- [Data to examine]:
========
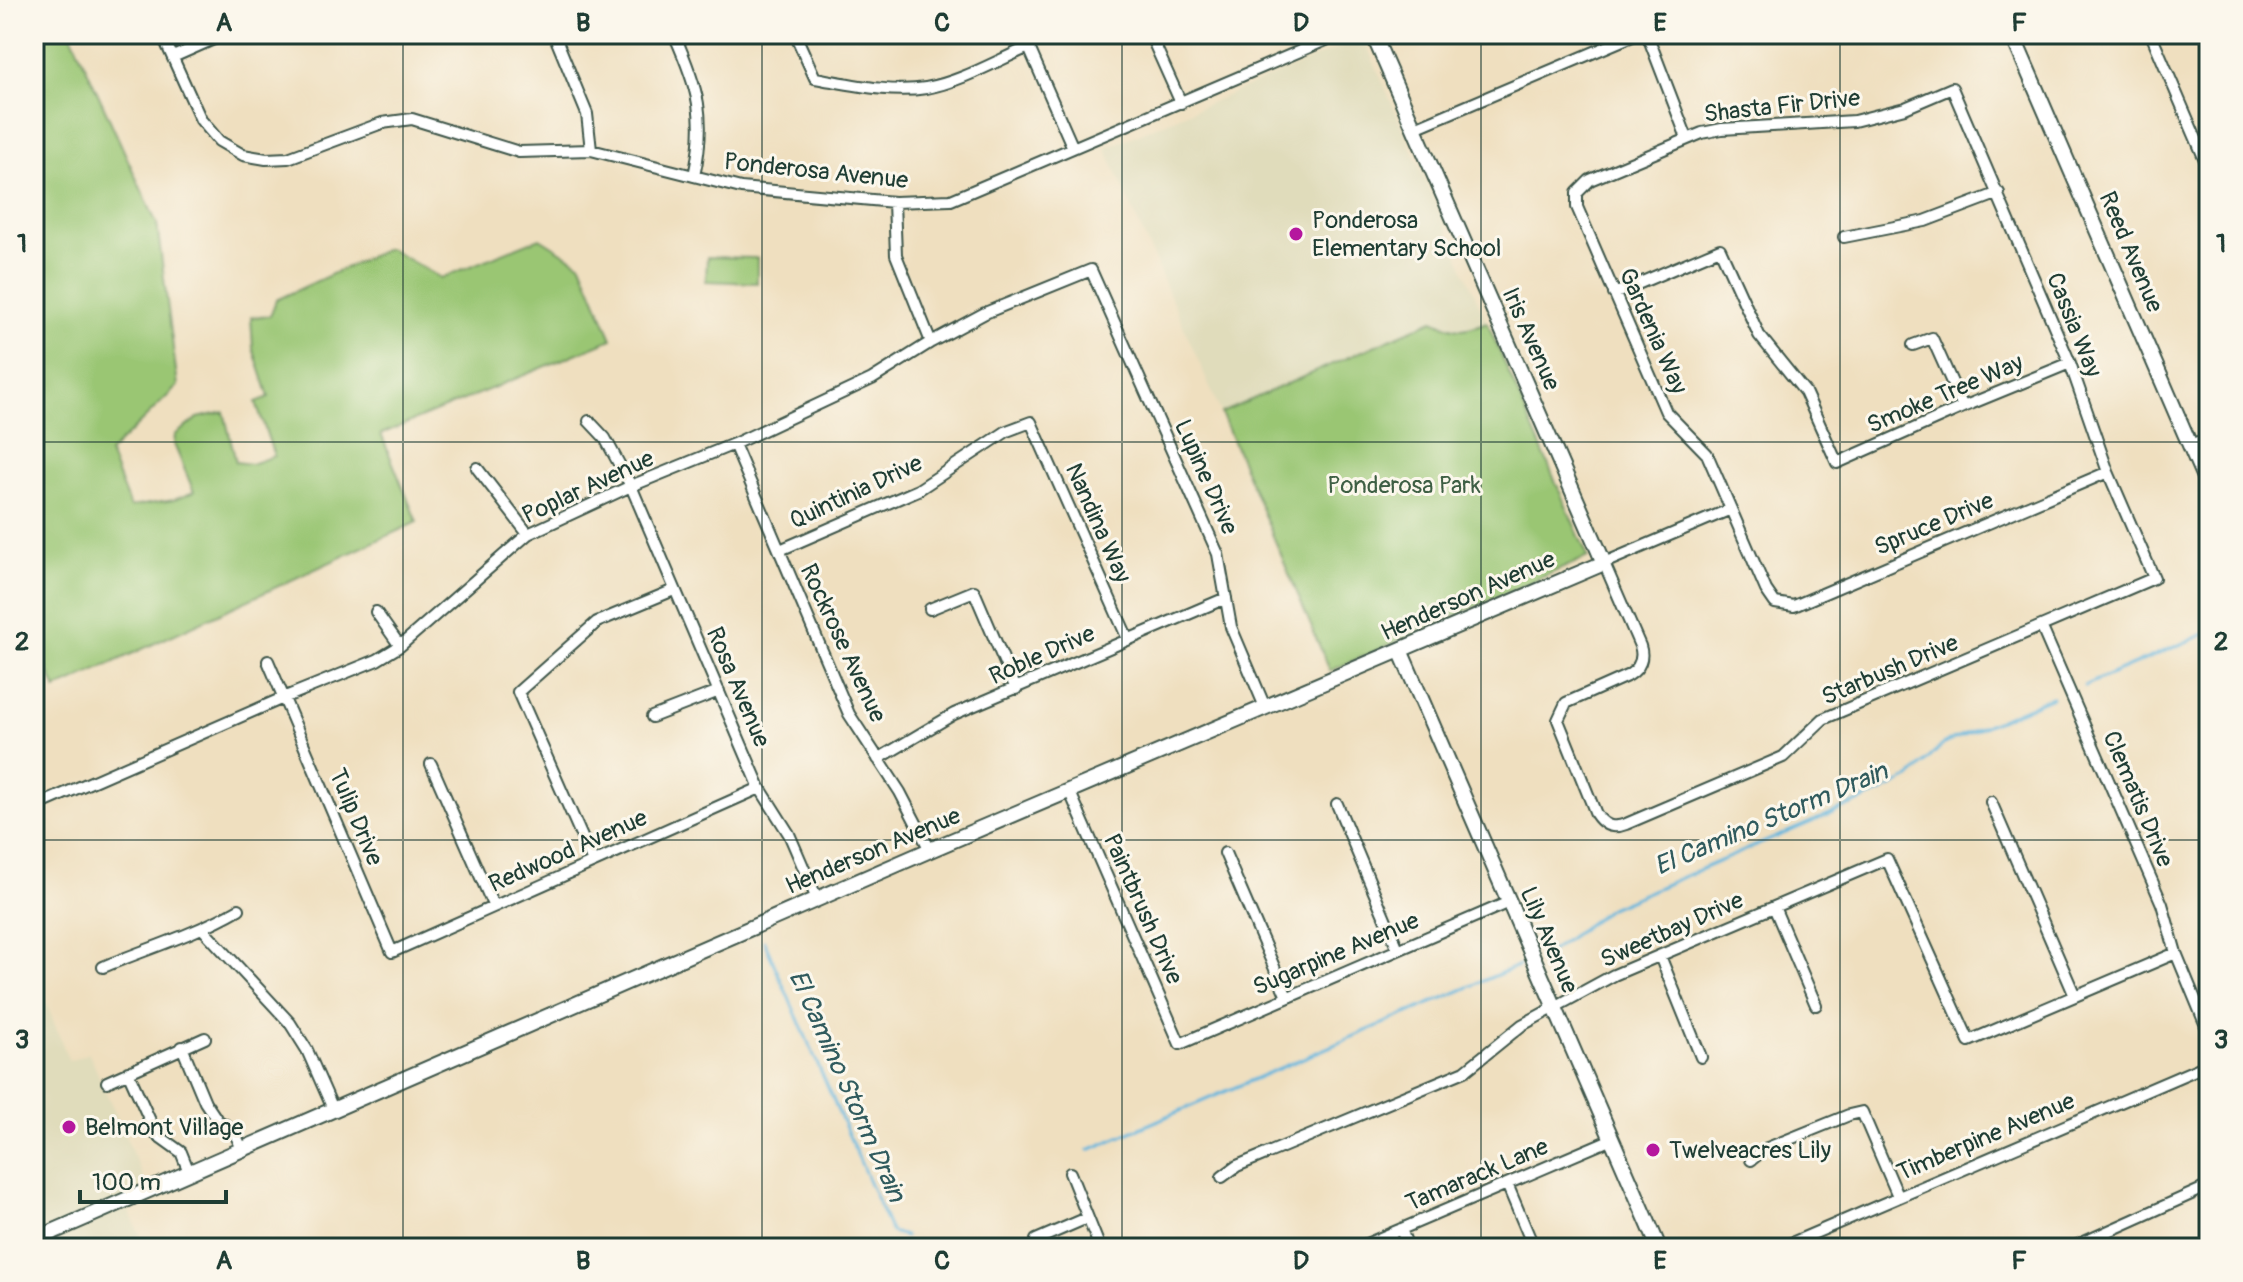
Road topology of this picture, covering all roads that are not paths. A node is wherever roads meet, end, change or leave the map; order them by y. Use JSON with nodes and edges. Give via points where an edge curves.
{"nodes":[{"id":1,"x":162,"y":34,"type":"edge"},
{"id":2,"x":225,"y":34,"type":"edge"},
{"id":3,"x":554,"y":34,"type":"edge"},
{"id":4,"x":674,"y":34,"type":"edge"},
{"id":5,"x":795,"y":34,"type":"edge"},
{"id":6,"x":1023,"y":34,"type":"edge"},
{"id":7,"x":1150,"y":34,"type":"edge"},
{"id":8,"x":1340,"y":34,"type":"edge"},
{"id":9,"x":1373,"y":34,"type":"edge"},
{"id":10,"x":1637,"y":34,"type":"edge"},
{"id":11,"x":1647,"y":34,"type":"edge"},
{"id":12,"x":2012,"y":34,"type":"edge"},
{"id":13,"x":2151,"y":34,"type":"edge"},
{"id":14,"x":1029,"y":47,"type":"junction"},
{"id":15,"x":173,"y":57,"type":"junction"},
{"id":16,"x":1952,"y":88,"type":"joint"},
{"id":17,"x":1181,"y":103,"type":"junction"},
{"id":18,"x":1415,"y":128,"type":"junction"},
{"id":19,"x":1687,"y":138,"type":"junction"},
{"id":20,"x":1073,"y":148,"type":"junction"},
{"id":21,"x":591,"y":150,"type":"junction"},
{"id":22,"x":2209,"y":169,"type":"edge"},
{"id":23,"x":694,"y":176,"type":"junction"},
{"id":24,"x":1577,"y":193,"type":"joint"},
{"id":25,"x":1999,"y":193,"type":"junction"},
{"id":26,"x":894,"y":202,"type":"junction"},
{"id":27,"x":1844,"y":237,"type":"dead end"},
{"id":28,"x":1091,"y":270,"type":"joint"},
{"id":29,"x":1614,"y":294,"type":"junction"},
{"id":30,"x":931,"y":342,"type":"junction"},
{"id":31,"x":1913,"y":345,"type":"dead end"},
{"id":32,"x":2070,"y":363,"type":"junction"},
{"id":33,"x":1963,"y":407,"type":"junction"},
{"id":34,"x":589,"y":421,"type":"dead end"},
{"id":35,"x":1031,"y":422,"type":"joint"},
{"id":36,"x":2209,"y":438,"type":"edge"},
{"id":37,"x":734,"y":444,"type":"junction"},
{"id":38,"x":2199,"y":457,"type":"edge"},
{"id":39,"x":477,"y":468,"type":"dead end"},
{"id":40,"x":2108,"y":472,"type":"junction"},
{"id":41,"x":631,"y":486,"type":"junction"},
{"id":42,"x":2209,"y":489,"type":"edge"},
{"id":43,"x":1731,"y":509,"type":"junction"},
{"id":44,"x":528,"y":534,"type":"junction"},
{"id":45,"x":780,"y":550,"type":"junction"},
{"id":46,"x":1604,"y":563,"type":"junction"},
{"id":47,"x":2154,"y":578,"type":"joint"},
{"id":48,"x":674,"y":590,"type":"junction"},
{"id":49,"x":1226,"y":598,"type":"junction"},
{"id":50,"x":1775,"y":603,"type":"joint"},
{"id":51,"x":930,"y":609,"type":"dead end"},
{"id":52,"x":376,"y":612,"type":"dead end"},
{"id":53,"x":2042,"y":628,"type":"junction"},
{"id":54,"x":1128,"y":639,"type":"junction"},
{"id":55,"x":400,"y":646,"type":"junction"},
{"id":56,"x":1400,"y":650,"type":"junction"},
{"id":57,"x":268,"y":661,"type":"dead end"},
{"id":58,"x":1016,"y":689,"type":"junction"},
{"id":59,"x":719,"y":691,"type":"junction"},
{"id":60,"x":283,"y":698,"type":"junction"},
{"id":61,"x":1265,"y":707,"type":"junction"},
{"id":62,"x":652,"y":717,"type":"dead end"},
{"id":63,"x":878,"y":759,"type":"junction"},
{"id":64,"x":431,"y":764,"type":"dead end"},
{"id":65,"x":760,"y":788,"type":"junction"},
{"id":66,"x":1069,"y":790,"type":"junction"},
{"id":67,"x":1991,"y":802,"type":"dead end"},
{"id":68,"x":1337,"y":804,"type":"dead end"},
{"id":69,"x":34,"y":807,"type":"edge"},
{"id":70,"x":1607,"y":825,"type":"joint"},
{"id":71,"x":930,"y":850,"type":"junction"},
{"id":72,"x":1225,"y":853,"type":"dead end"},
{"id":73,"x":593,"y":862,"type":"junction"},
{"id":74,"x":817,"y":899,"type":"junction"},
{"id":75,"x":1509,"y":902,"type":"junction"},
{"id":76,"x":493,"y":905,"type":"junction"},
{"id":77,"x":1774,"y":907,"type":"junction"},
{"id":78,"x":239,"y":909,"type":"dead end"},
{"id":79,"x":203,"y":929,"type":"junction"},
{"id":80,"x":1398,"y":949,"type":"junction"},
{"id":81,"x":392,"y":952,"type":"joint"},
{"id":82,"x":2176,"y":953,"type":"junction"},
{"id":83,"x":1660,"y":956,"type":"junction"},
{"id":84,"x":103,"y":967,"type":"dead end"},
{"id":85,"x":2075,"y":996,"type":"junction"},
{"id":86,"x":1287,"y":997,"type":"junction"},
{"id":87,"x":1816,"y":1005,"type":"dead end"},
{"id":88,"x":1555,"y":1009,"type":"junction"},
{"id":89,"x":2209,"y":1033,"type":"edge"},
{"id":90,"x":205,"y":1038,"type":"dead end"},
{"id":91,"x":1180,"y":1044,"type":"joint"},
{"id":92,"x":182,"y":1047,"type":"junction"},
{"id":93,"x":1701,"y":1057,"type":"dead end"},
{"id":94,"x":2209,"y":1064,"type":"edge"},
{"id":95,"x":128,"y":1072,"type":"junction"},
{"id":96,"x":107,"y":1082,"type":"dead end"},
{"id":97,"x":333,"y":1109,"type":"junction"},
{"id":98,"x":1612,"y":1139,"type":"junction"},
{"id":99,"x":242,"y":1149,"type":"junction"},
{"id":100,"x":1751,"y":1160,"type":"dead end"},
{"id":101,"x":189,"y":1172,"type":"junction"},
{"id":102,"x":1070,"y":1173,"type":"dead end"},
{"id":103,"x":1222,"y":1177,"type":"dead end"},
{"id":104,"x":1507,"y":1184,"type":"junction"},
{"id":105,"x":2209,"y":1186,"type":"edge"},
{"id":106,"x":1898,"y":1196,"type":"junction"},
{"id":107,"x":1087,"y":1218,"type":"junction"},
{"id":108,"x":1401,"y":1229,"type":"junction"},
{"id":109,"x":34,"y":1240,"type":"edge"},
{"id":110,"x":1036,"y":1240,"type":"dead end"},
{"id":111,"x":1100,"y":1248,"type":"edge"},
{"id":112,"x":1357,"y":1248,"type":"edge"},
{"id":113,"x":1408,"y":1248,"type":"edge"},
{"id":114,"x":1534,"y":1248,"type":"edge"},
{"id":115,"x":1659,"y":1248,"type":"edge"},
{"id":116,"x":1780,"y":1248,"type":"edge"},
{"id":117,"x":2071,"y":1248,"type":"edge"}],
"edges":[{"from":1,"to":15,"type":"street","name":"Ponderosa Avenue"},
{"from":2,"to":15,"type":"street"},
{"from":3,"to":21,"type":"street","via":[[587,114]]},
{"from":4,"to":23,"type":"street","via":[[702,120]]},
{"from":5,"to":14,"type":"street","via":[[815,78],[908,90],[953,80]]},
{"from":6,"to":14,"type":"street"},
{"from":7,"to":17,"type":"street"},
{"from":8,"to":17,"type":"street","name":"Ponderosa Avenue"},
{"from":9,"to":18,"type":"street","name":"Iris Avenue"},
{"from":10,"to":18,"type":"street"},
{"from":11,"to":19,"type":"street"},
{"from":12,"to":38,"type":"street","name":"Reed Avenue"},
{"from":13,"to":22,"type":"street"},
{"from":14,"to":20,"type":"street"},
{"from":15,"to":21,"type":"street","name":"Ponderosa Avenue","via":[[209,131],[243,155],[288,158],[402,119],[519,152]]},
{"from":16,"to":19,"type":"street","name":"Shasta Fir Drive","via":[[1854,121],[1722,129]]},
{"from":16,"to":25,"type":"street","name":"Cassia Way"},
{"from":17,"to":20,"type":"street","name":"Ponderosa Avenue"},
{"from":18,"to":46,"type":"street","name":"Iris Avenue"},
{"from":19,"to":24,"type":"street","name":"Shasta Fir Drive","via":[[1590,180]]},
{"from":20,"to":26,"type":"street","name":"Ponderosa Avenue","via":[[951,200]]},
{"from":21,"to":23,"type":"street","name":"Ponderosa Avenue"},
{"from":23,"to":26,"type":"street","name":"Ponderosa Avenue","via":[[741,188]]},
{"from":24,"to":29,"type":"street","name":"Gardenia Way","via":[[1577,207]]},
{"from":25,"to":27,"type":"street","via":[[1925,221]]},
{"from":25,"to":32,"type":"street","name":"Cassia Way"},
{"from":26,"to":30,"type":"street","via":[[896,255]]},
{"from":28,"to":30,"type":"street","name":"Poplar Avenue","via":[[985,313]]},
{"from":28,"to":49,"type":"street","name":"Lupine Drive","via":[[1218,554]]},
{"from":29,"to":33,"type":"street","name":"Smoke Tree Way","via":[[1720,249],[1759,335],[1805,392],[1837,463]]},
{"from":29,"to":43,"type":"street","name":"Gardenia Way","via":[[1666,412],[1707,454]]},
{"from":30,"to":37,"type":"street","name":"Poplar Avenue","via":[[872,379]]},
{"from":31,"to":33,"type":"street","via":[[1932,338]]},
{"from":32,"to":33,"type":"street","name":"Smoke Tree Way"},
{"from":32,"to":40,"type":"street","name":"Cassia Way"},
{"from":34,"to":41,"type":"street","name":"Rosa Avenue","via":[[605,438]]},
{"from":35,"to":45,"type":"street","name":"Quintinia Drive","via":[[1007,431],[918,490]]},
{"from":35,"to":54,"type":"street","name":"Nandina Way"},
{"from":36,"to":38,"type":"street"},
{"from":37,"to":41,"type":"street","name":"Poplar Avenue"},
{"from":37,"to":45,"type":"street","name":"Rockrose Avenue"},
{"from":38,"to":42,"type":"street","name":"Reed Avenue"},
{"from":39,"to":44,"type":"street"},
{"from":40,"to":47,"type":"street","name":"Cassia Way"},
{"from":40,"to":50,"type":"street","name":"Spruce Drive","via":[[1794,606]]},
{"from":41,"to":44,"type":"street","name":"Poplar Avenue"},
{"from":41,"to":48,"type":"street","name":"Rosa Avenue"},
{"from":43,"to":46,"type":"street","name":"Henderson Avenue"},
{"from":43,"to":50,"type":"street","name":"Gardenia Way"},
{"from":44,"to":55,"type":"street","name":"Poplar Avenue"},
{"from":45,"to":63,"type":"street","name":"Rockrose Avenue","via":[[849,714]]},
{"from":46,"to":56,"type":"street","name":"Henderson Avenue"},
{"from":46,"to":70,"type":"street","name":"Iris Avenue","via":[[1640,646],[1640,663],[1629,675],[1566,703],[1558,724],[1596,814]]},
{"from":47,"to":53,"type":"street","name":"Starbush Drive"},
{"from":48,"to":59,"type":"street","name":"Rosa Avenue"},
{"from":48,"to":73,"type":"street","via":[[597,622],[518,692]]},
{"from":49,"to":54,"type":"street","name":"Roble Drive"},
{"from":49,"to":61,"type":"street","name":"Lupine Drive","via":[[1231,627]]},
{"from":51,"to":58,"type":"street","via":[[974,591]]},
{"from":52,"to":55,"type":"street"},
{"from":53,"to":70,"type":"street","name":"Starbush Drive","via":[[1823,719],[1783,757],[1626,824]]},
{"from":53,"to":82,"type":"street","name":"Clematis Drive","via":[[2162,904]]},
{"from":54,"to":58,"type":"street","name":"Roble Drive"},
{"from":55,"to":60,"type":"street","name":"Poplar Avenue"},
{"from":56,"to":61,"type":"street","name":"Henderson Avenue"},
{"from":56,"to":75,"type":"street","name":"Lily Avenue"},
{"from":57,"to":60,"type":"street","name":"Tulip Drive"},
{"from":58,"to":63,"type":"street","name":"Roble Drive","via":[[954,714]]},
{"from":59,"to":62,"type":"street"},
{"from":59,"to":65,"type":"street","name":"Rosa Avenue"},
{"from":60,"to":69,"type":"street","name":"Poplar Avenue"},
{"from":60,"to":81,"type":"street","name":"Tulip Drive"},
{"from":61,"to":66,"type":"street","name":"Henderson Avenue"},
{"from":63,"to":71,"type":"street","name":"Rockrose Avenue"},
{"from":64,"to":76,"type":"street"},
{"from":65,"to":73,"type":"street","name":"Redwood Avenue"},
{"from":65,"to":74,"type":"street","name":"Rosa Avenue","via":[[789,834]]},
{"from":66,"to":71,"type":"street","name":"Henderson Avenue"},
{"from":66,"to":91,"type":"street","name":"Paintbrush Drive"},
{"from":67,"to":85,"type":"street"},
{"from":68,"to":80,"type":"street"},
{"from":71,"to":74,"type":"street","name":"Henderson Avenue"},
{"from":72,"to":86,"type":"street"},
{"from":73,"to":76,"type":"street","name":"Redwood Avenue"},
{"from":74,"to":97,"type":"street","name":"Henderson Avenue"},
{"from":75,"to":80,"type":"street","name":"Sugarpine Avenue"},
{"from":75,"to":88,"type":"street","name":"Lily Avenue"},
{"from":76,"to":81,"type":"street","name":"Redwood Avenue"},
{"from":77,"to":83,"type":"street","name":"Sweetbay Drive"},
{"from":77,"to":85,"type":"street","name":"Sweetbay Drive","via":[[1887,859],[1969,1041]]},
{"from":77,"to":87,"type":"street"},
{"from":78,"to":79,"type":"street"},
{"from":79,"to":84,"type":"street"},
{"from":79,"to":97,"type":"street","via":[[290,1023]]},
{"from":80,"to":86,"type":"street","name":"Sugarpine Avenue"},
{"from":82,"to":85,"type":"street"},
{"from":82,"to":89,"type":"street","name":"Clematis Drive"},
{"from":83,"to":88,"type":"street","name":"Sweetbay Drive"},
{"from":83,"to":93,"type":"street"},
{"from":86,"to":91,"type":"street","name":"Sugarpine Avenue"},
{"from":88,"to":98,"type":"street","name":"Lily Avenue"},
{"from":88,"to":103,"type":"street","name":"Sweetbay Drive","via":[[1522,1025],[1465,1071],[1237,1166]]},
{"from":90,"to":92,"type":"street"},
{"from":92,"to":95,"type":"street"},
{"from":92,"to":99,"type":"street","via":[[205,1102],[217,1120],[233,1129]]},
{"from":94,"to":106,"type":"street","name":"Timberpine Avenue"},
{"from":95,"to":96,"type":"street"},
{"from":95,"to":101,"type":"street","via":[[156,1134],[181,1152]]},
{"from":97,"to":99,"type":"street","name":"Henderson Avenue"},
{"from":98,"to":104,"type":"street","name":"Tamarack Lane"},
{"from":98,"to":115,"type":"street","name":"Lily Avenue"},
{"from":99,"to":101,"type":"street","name":"Henderson Avenue"},
{"from":100,"to":106,"type":"street","via":[[1765,1149],[1862,1112]]},
{"from":101,"to":109,"type":"street","name":"Henderson Avenue"},
{"from":102,"to":107,"type":"street"},
{"from":104,"to":108,"type":"street","name":"Tamarack Lane"},
{"from":104,"to":114,"type":"street"},
{"from":105,"to":117,"type":"street"},
{"from":106,"to":116,"type":"street","name":"Timberpine Avenue"},
{"from":107,"to":110,"type":"street"},
{"from":107,"to":111,"type":"street"},
{"from":108,"to":112,"type":"street","name":"Tamarack Lane"},
{"from":108,"to":113,"type":"street"}]}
========
- [Directions]: Go through the records above and return each line in which the word "Rockrose" occurs.

- [Result below]:
{"from":37,"to":45,"type":"street","name":"Rockrose Avenue"},
{"from":45,"to":63,"type":"street","name":"Rockrose Avenue","via":[[849,714]]},
{"from":63,"to":71,"type":"street","name":"Rockrose Avenue"},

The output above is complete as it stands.